Тут и Кирилл приметил, что возле трибуны кроме охранника министра — худого офицера с солдатским Георгием и черной повязкой, прикрывающей левый глаз, — возникла еще какая-то странная фигура с неопределенными, но весьма объемистыми формами, облаченная в гимнастерку с унтер-офицерскими погонами и тоже Георгием. На толстых ногах — обмотки.
— Это же тетка! Ей-богу, тетка! — Киквидзе даже закрутился на месте от удовольствия. От смеха на глазах его выступили слезы.
Теперь уже гомерическим хохотом разразился весь зал. Улыбка пробежала даже по бледному лицу Брусилова.
Непонятное существо, точно, оказалось «теткой», точнее, взводным из пресловутого «ударного» женского батальона, которому Керенский лично покровительствовал.

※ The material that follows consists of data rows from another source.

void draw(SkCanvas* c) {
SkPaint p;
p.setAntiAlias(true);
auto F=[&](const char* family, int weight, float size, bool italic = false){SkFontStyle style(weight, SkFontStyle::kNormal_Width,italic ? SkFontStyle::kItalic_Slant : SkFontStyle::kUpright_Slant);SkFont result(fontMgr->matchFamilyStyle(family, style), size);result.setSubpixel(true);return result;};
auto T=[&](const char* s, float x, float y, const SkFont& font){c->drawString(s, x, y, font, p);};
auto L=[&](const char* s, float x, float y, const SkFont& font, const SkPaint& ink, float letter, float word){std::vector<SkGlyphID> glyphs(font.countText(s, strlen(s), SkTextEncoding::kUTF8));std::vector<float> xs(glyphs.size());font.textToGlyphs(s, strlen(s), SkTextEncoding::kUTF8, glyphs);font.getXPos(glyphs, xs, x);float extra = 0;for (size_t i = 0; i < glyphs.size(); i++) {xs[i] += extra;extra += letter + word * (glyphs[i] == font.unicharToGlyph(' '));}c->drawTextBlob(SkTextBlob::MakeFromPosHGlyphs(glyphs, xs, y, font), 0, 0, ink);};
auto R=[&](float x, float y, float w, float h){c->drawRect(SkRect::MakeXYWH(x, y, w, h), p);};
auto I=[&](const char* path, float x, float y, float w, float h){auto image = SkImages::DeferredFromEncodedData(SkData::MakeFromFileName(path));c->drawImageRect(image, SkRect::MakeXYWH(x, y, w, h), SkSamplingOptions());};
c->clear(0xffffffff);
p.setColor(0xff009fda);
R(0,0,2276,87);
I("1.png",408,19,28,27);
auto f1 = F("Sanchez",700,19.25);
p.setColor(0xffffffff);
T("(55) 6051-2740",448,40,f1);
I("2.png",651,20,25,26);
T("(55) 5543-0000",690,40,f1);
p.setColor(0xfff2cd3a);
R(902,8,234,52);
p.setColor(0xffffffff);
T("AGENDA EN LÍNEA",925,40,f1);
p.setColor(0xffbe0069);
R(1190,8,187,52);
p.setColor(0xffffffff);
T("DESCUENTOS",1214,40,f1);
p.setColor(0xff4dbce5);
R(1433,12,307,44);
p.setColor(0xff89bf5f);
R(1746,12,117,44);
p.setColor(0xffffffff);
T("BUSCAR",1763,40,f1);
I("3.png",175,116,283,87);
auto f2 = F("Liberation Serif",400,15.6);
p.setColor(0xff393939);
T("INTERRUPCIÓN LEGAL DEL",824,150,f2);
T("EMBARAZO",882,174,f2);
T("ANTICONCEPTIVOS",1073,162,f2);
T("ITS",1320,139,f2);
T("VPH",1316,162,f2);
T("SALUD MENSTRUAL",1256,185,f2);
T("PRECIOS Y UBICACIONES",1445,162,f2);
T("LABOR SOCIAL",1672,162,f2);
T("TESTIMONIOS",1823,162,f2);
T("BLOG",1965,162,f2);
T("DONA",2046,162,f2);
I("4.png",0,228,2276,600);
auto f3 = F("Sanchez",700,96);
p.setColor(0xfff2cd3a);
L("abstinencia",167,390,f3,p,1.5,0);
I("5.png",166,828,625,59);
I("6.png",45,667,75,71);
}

Резолюция большевиков с требованием отказаться от наступления и заключить мир была отклонена, но голосовало за нее гораздо больше делегатов, чем предполагали устроители съезда. Среди тех, кто поднял мандат за большевистскую резолюцию, был и Василий Киквидзе, хотя и считался он тогда эсером.
В перерывах съезда Киквидзе познакомился с несколькими делегатами-большевиками. Среди них выделялся невысокий, очень красивый подпрапорщик с грустными темными глазами и аккуратно подстриженными усиками. На груди его позвякивали четыре солдатских Георгиевских креста — полный бант. Это был Медведевский — взводный командир в роте георгиевских кавалеров при штабе фронта.
С этим человеком Василию Киквидзе предстояло пройти плечом к плечу до конца отпущенных ему недолгих дней.
Юго-Западный фронт
По приказу Керенского 18 июня началось наступление войск Юго-Западного фронта. В его успехе буржуазия, ее политические партии, само Временное правительство видели единственное средство укрепить свою власть, нанести удар по Советам и большевикам. В случае провала наступления вину можно было возложить на большевиков, приписав им разложение армии, и под этим предлогом запретить их деятельность, а затем разогнать и Советы.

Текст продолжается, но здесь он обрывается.